Je pense enfin aux moyens supplémentaires alloués aux services déconcentrés du ministère des Sports afin de renforcer leur action régalienne, avec + 36 ETP en 2024, faisant suite aux + 20 obtenus en 2023, dédiés à la lutte contre le séparatisme et la radicalisation, ainsi qu'au traitement accéléré des dérives en matière de violences à caractère sexiste et sexuelles dans les territoires. Nous stabilisons également le volume des conseillers techniques sportifs dans les fédérations au cours des prochaines années.
Évidemment, cette dynamique en faveur d'une nation sportive ne sera pleinement réussie que si, à l'occasion des Jeux olympiques et paralympiques, nos sportifs tricolores s'illustrent et ramènent des médailles.

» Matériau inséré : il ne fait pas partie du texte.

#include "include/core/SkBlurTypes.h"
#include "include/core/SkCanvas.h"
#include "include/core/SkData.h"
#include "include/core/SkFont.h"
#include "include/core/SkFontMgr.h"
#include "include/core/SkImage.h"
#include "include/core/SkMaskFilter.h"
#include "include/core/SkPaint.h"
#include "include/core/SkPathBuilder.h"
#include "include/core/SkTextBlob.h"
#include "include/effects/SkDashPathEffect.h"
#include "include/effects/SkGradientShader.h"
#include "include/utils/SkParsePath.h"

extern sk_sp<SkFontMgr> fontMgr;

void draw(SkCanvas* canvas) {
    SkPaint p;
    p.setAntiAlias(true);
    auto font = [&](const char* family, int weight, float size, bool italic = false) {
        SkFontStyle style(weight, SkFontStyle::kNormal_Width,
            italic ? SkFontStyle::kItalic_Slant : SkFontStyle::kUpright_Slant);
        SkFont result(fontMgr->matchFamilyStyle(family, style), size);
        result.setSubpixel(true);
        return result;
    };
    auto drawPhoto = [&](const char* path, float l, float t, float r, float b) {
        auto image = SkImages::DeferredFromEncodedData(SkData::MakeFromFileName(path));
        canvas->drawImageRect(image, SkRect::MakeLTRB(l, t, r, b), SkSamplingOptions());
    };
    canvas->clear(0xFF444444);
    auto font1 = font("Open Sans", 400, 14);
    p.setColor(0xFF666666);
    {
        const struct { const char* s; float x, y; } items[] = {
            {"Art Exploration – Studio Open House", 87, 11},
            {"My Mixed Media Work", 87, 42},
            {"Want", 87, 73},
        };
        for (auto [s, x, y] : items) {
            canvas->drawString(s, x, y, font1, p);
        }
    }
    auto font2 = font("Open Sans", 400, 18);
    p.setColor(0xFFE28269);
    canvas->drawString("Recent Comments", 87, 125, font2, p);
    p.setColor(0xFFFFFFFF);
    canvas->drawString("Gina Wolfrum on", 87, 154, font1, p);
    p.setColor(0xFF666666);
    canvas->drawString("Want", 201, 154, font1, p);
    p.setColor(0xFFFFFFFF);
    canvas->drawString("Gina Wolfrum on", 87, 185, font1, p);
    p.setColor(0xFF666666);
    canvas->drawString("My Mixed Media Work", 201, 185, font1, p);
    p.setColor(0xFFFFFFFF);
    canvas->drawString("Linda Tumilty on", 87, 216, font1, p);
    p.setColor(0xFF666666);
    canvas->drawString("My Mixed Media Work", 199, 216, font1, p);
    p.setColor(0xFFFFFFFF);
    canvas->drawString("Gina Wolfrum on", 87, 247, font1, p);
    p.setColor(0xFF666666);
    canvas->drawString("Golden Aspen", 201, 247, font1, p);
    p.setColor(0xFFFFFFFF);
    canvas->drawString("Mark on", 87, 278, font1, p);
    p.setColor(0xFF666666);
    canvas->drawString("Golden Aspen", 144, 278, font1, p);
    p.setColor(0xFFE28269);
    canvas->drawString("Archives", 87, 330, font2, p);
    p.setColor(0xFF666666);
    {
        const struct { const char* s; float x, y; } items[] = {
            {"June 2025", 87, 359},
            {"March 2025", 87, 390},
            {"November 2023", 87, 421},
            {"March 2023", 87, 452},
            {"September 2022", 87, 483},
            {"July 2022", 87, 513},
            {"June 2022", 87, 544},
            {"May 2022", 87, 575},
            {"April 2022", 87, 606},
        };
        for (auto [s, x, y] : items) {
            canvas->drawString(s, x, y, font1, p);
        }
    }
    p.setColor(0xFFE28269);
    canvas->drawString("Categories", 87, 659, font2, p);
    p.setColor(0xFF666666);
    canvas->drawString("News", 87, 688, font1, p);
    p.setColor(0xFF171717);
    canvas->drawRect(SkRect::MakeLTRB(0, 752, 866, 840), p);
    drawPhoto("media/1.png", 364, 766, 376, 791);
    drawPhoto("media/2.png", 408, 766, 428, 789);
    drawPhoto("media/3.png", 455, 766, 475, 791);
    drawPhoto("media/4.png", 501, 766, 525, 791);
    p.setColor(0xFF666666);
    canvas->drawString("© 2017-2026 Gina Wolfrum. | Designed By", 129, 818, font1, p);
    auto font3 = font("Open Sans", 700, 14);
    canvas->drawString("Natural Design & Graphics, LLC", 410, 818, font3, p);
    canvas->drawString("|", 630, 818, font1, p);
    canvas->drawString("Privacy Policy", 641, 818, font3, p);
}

C'est cette ambition que nous poursuivons depuis 2019 avec l'Agence nationale du sport, qui s'appuie sur le réseau de l'INSEP (Institut national du sport), des Creps (Centre de ressources d'expertise et de performance sportive), mais aussi sur la stratégie de haute performance « Ambition bleue », ainsi que sur le programme « Gagner en France ». Ces 2 initiatives ont vu leurs crédits augmenter de près de 7 millions d'euros dans ce PLF, avec pour objectif central de de nous inscrire durablement dans le top 5 des nations les plus médaillées.
Pour atteindre cet objectif ambitieux, nous avons intégré une revalorisation significative des primes aux médaillés, ainsi qu'à l'encadrement. Et pour que l'avantage de jouer à domicile devant les siens fonctionne à plein dans notre pays à l'été 2024, nous avons fait en sorte de consacrer des moyens supplémentaires pour animer au plan local, dans tous les territoires, cette route vers les Jeux, en déployant à cette fin 4 millions d'euros supplémentaires de crédits d'animation territoriale.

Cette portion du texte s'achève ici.